A republic is the result of the rule of law and the triumph of laicity over
the authority of the Church. The idea of a republic and constitutional democracies
-- including the monarchies subject to parliamentary control -- includes tolerance,
the search for a consensus, the belief that power must be legitimized by institutions
that are managed rationally, and the conviction that the voice of the minority
must be heard and respected.
What does this have to do with indigenism? No one doubts that the pre-Columbian
civilizations made some stupendous achievements and attained a certain degree
of complexity and refinement, but the world to which the indigenists wish to
return -- a world unfortunately shelved by history -- is unrelated to the world
established by blood and fire in America beginning in 1492.
Indigenism and journalism
It might seem that these reflections are closer to politics or history than
to journalism, but that is not totally true. Our profession, and the values
we hold, are not phenomena isolated from the development of republican institutions
and parliamentary majorities. The printing press was invented a few decades
before the discovery of America and its expansion proceeded apace with the creation
of Latin American countries.
When the printing press was invented in Germany, the first adverse reaction
came from the monks who copied religious books and saw their way of life vanish
gradually. But other enemies emerged very soon, enemies who were not as concerned
with the way matter was printed as with the contents of printed matter. Along
with the printing press came systematic censorship in the religious and political
spheres, and with censorship came the commissars of thought, vigilantes and
protectors of all orthodoxies.
Journalism -- like the republics and the democratic monarchies ruled by law
-- is also a child of the Enlightenment. Therefrom come our values and the way
we judge reality. The periodicals first came into existence in the 17th Century,
and it was not by chance that the first republic was born in Philadelphia one
century later. Philadelphia was the American city with the largest number of
printing presses and periodicals. And the fact that an amazing group of liberal
thinkers congregated in that city was not at all random. They fed from periodicals,
almanacs, books. The printed world brought freedom. It was the sap that fueled
the drive for freedom.
I bring up this relationship between the republic, freedom and journalism because
I am convinced that the attacks against the republican tradition -- as gleaned
from the analyses and documents being brewed by the indigenists -- are also
broadsides against free journalism. For obvious reasons, the pre-Columbian peoples
did not include freedom of expression or respect for other people's opinions
among their fundamental values. Those were moral conquests that became intertwined
with technological development and were obtained in the West only after a long
period of conflict and violence. It is perilously naive to think that the hypothetical
triumph of indigenism, a movement that seeks to rescue the past, will not have
any harmful consequences for the exercise of free journalism.

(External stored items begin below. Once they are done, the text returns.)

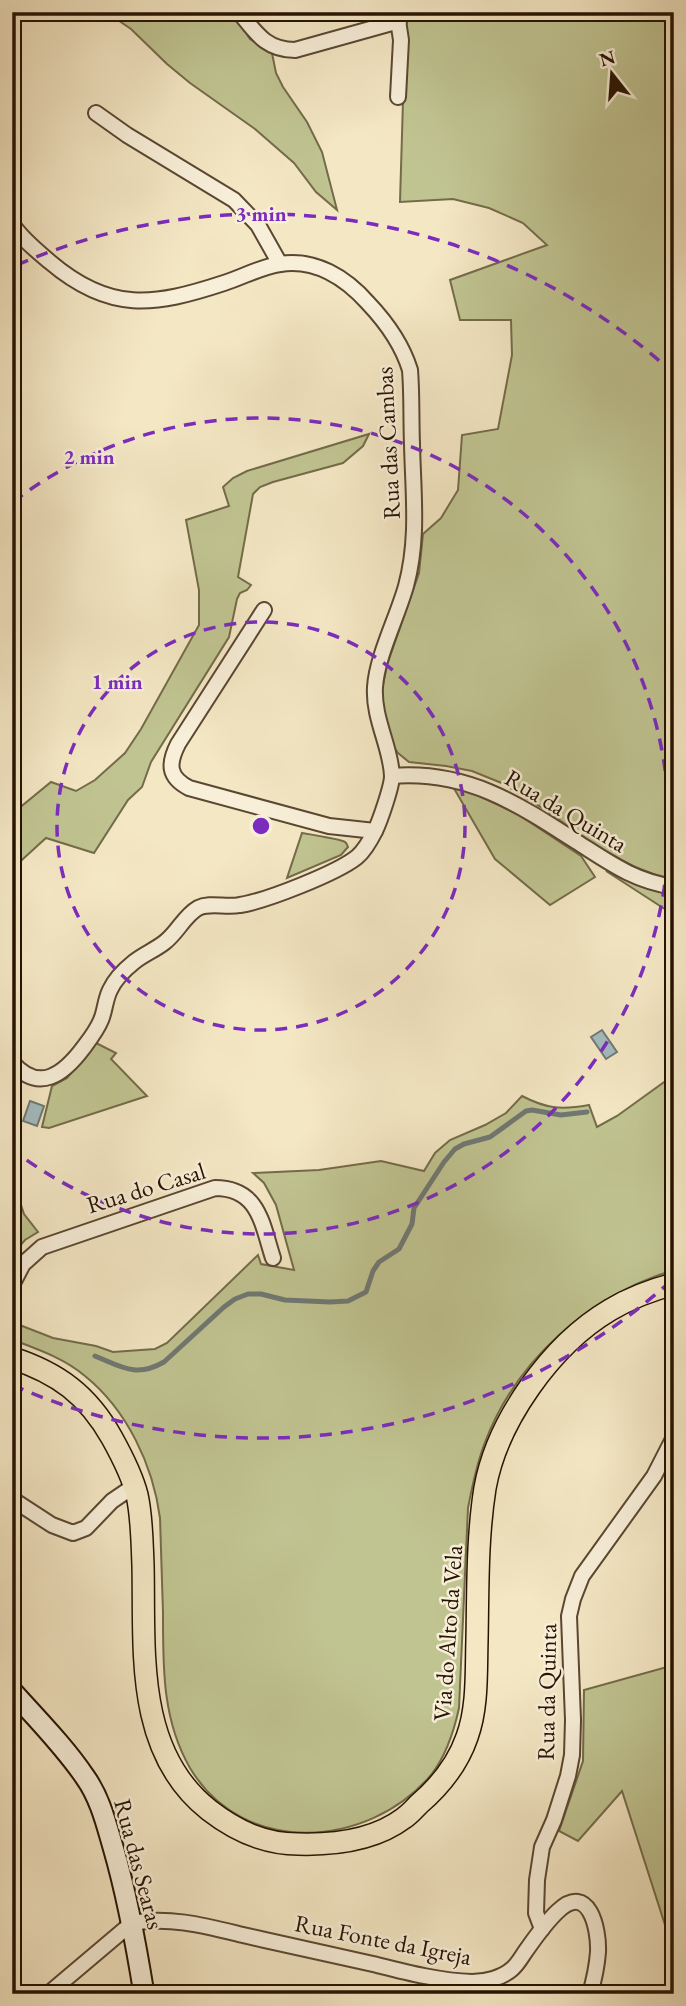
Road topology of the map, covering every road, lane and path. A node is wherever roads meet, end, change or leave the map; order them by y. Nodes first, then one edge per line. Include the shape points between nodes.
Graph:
1 (239, 12) edge
2 (398, 17) edge
3 (398, 97) dead end
4 (96, 113) dead end
5 (12, 225) edge
6 (280, 264) junction
7 (264, 610) dead end
8 (392, 776) junction
9 (375, 831) junction
10 (674, 887) edge
11 (12, 1062) edge
12 (273, 1258) dead end
13 (674, 1284) edge
14 (12, 1285) edge
15 (12, 1358) edge
16 (674, 1437) edge
17 (134, 1486) junction
18 (12, 1499) edge
19 (12, 1691) edge
20 (132, 1923) junction
21 (542, 1929) junction
22 (48, 1994) edge
23 (144, 1994) edge
24 (590, 1994) edge

1 - 2 street via 258,36 283,50
2 - 3 street
4 - 6 street via 234,200 258,225
5 - 6 street, Rua das Cambas via 58,268 111,298 150,301 174,297
6 - 8 street, Rua das Cambas via 312,266 343,279 397,339 410,370 415,529 406,585 375,686 375,705
7 - 9 street via 178,744 172,756 173,775 189,788 329,826
8 - 9 street
8 - 10 street, Rua da Quinta via 437,776 471,784 515,804 617,869
9 - 11 street via 359,855 328,873 253,902 195,910 164,943 119,976 95,1031 60,1073 35,1077
12 - 14 street, Rua do Casal via 254,1203 236,1191 215,1188 42,1247 23,1264
13 - 17 main road, Via do Alto da Vela via 606,1312 582,1332 549,1363 506,1426 494,1454 481,1519 476,1679 468,1736 435,1791 403,1819 371,1834 335,1844 309,1845 282,1844 241,1832 197,1800 171,1765 153,1725 145,1679 142,1541
15 - 17 main road, Via do Alto da Vela via 70,1385 102,1420
16 - 21 street, Rua da Quinta via 654,1476 582,1576 573,1599 569,1616 572,1755 542,1847 536,1913
17 - 18 street via 86,1528 73,1533
19 - 20 street, Rua das Searas via 93,1790 110,1835
20 - 21 street, Rua Fonte da Igreja via 186,1923 420,1975 475,1982 514,1968
20 - 22 street
20 - 23 street, Rua das Searas
21 - 24 street, Rua Fonte da Igreja via 566,1905 583,1903 590,1909 598,1950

We journalists are supposed to restrict ourselves to recounting, like notaries,
what happens before our eyes. Very well. Before our eyes now looms a huge danger
for the survival of freedom, and it is our duty to describe this to society
without fear and without concessions to "political correctness." To
many people in America, especially in the Andean region, this may be a matter
of life or death. That is why, at the beginning, I recalled the horrendous slaughter
that ripped Yugoslavia apart. To defend the ideas of freedom, which are also
the ideas of good journalism, may be a way to conjure that danger.